The string "edges" may appear in lines of the entries below. Report how many lines hold it, with only the number.

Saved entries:
------------------------------

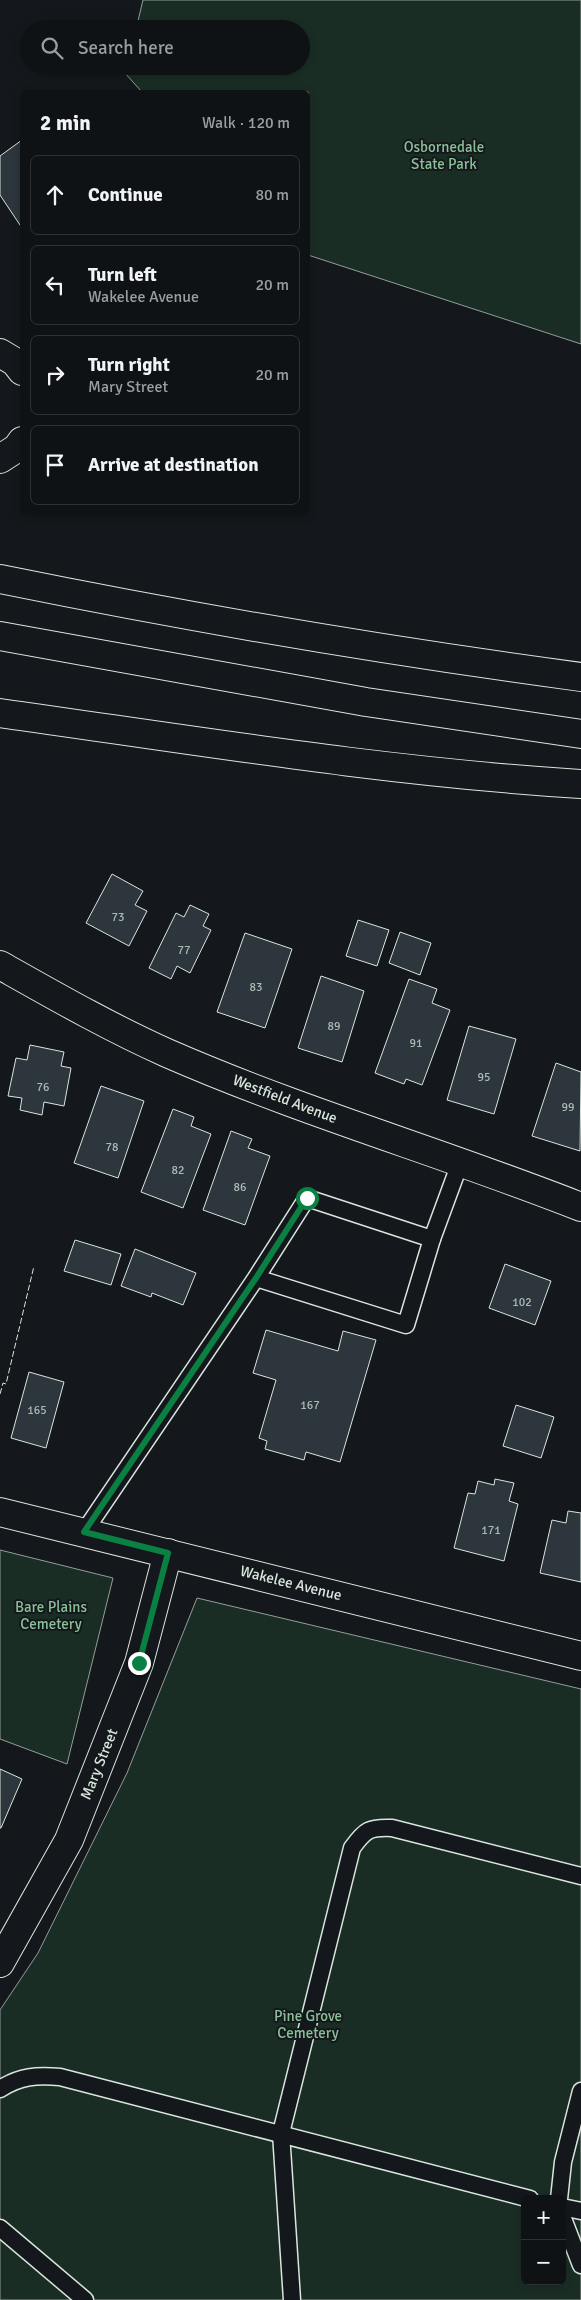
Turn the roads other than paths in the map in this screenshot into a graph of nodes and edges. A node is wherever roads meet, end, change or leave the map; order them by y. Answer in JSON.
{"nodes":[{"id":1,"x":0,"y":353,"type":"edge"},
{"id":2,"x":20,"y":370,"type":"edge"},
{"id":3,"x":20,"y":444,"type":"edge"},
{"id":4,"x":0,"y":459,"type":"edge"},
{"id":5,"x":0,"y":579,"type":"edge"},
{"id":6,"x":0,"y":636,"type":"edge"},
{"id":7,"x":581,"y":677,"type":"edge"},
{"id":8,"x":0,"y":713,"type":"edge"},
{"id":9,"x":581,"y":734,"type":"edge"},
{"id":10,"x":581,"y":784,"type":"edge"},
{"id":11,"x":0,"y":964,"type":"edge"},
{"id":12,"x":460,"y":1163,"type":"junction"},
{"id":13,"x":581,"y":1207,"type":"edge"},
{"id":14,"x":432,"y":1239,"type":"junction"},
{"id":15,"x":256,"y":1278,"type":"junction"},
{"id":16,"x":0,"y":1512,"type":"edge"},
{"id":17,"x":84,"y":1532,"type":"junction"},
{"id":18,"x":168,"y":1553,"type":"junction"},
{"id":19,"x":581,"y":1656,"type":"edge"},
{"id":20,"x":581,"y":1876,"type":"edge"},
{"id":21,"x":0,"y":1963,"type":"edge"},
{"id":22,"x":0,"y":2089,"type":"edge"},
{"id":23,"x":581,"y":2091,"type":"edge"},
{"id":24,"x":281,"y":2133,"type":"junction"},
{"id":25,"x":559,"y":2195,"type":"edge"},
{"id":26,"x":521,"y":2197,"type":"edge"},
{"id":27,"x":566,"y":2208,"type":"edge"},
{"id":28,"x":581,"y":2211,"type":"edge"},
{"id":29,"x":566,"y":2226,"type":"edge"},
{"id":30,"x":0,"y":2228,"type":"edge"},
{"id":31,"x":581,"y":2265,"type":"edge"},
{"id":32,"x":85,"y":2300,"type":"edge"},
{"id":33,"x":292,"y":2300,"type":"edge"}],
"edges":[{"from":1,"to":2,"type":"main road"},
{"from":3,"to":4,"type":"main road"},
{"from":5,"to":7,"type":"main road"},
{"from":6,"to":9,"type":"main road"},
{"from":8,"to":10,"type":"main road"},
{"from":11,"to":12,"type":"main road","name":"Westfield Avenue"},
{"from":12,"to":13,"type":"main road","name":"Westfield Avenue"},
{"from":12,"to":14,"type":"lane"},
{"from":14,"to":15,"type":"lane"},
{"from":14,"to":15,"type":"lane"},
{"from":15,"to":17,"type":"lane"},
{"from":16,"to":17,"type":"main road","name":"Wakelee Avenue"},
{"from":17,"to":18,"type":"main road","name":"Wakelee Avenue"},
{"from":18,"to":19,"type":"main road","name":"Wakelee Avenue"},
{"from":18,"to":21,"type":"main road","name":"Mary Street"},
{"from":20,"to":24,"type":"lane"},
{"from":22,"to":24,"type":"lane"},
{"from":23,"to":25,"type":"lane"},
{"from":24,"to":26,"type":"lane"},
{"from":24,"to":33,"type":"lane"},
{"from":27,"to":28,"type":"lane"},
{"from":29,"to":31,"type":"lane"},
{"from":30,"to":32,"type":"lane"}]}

------------------------------

§ **EXERCISE OUTPUT**: 2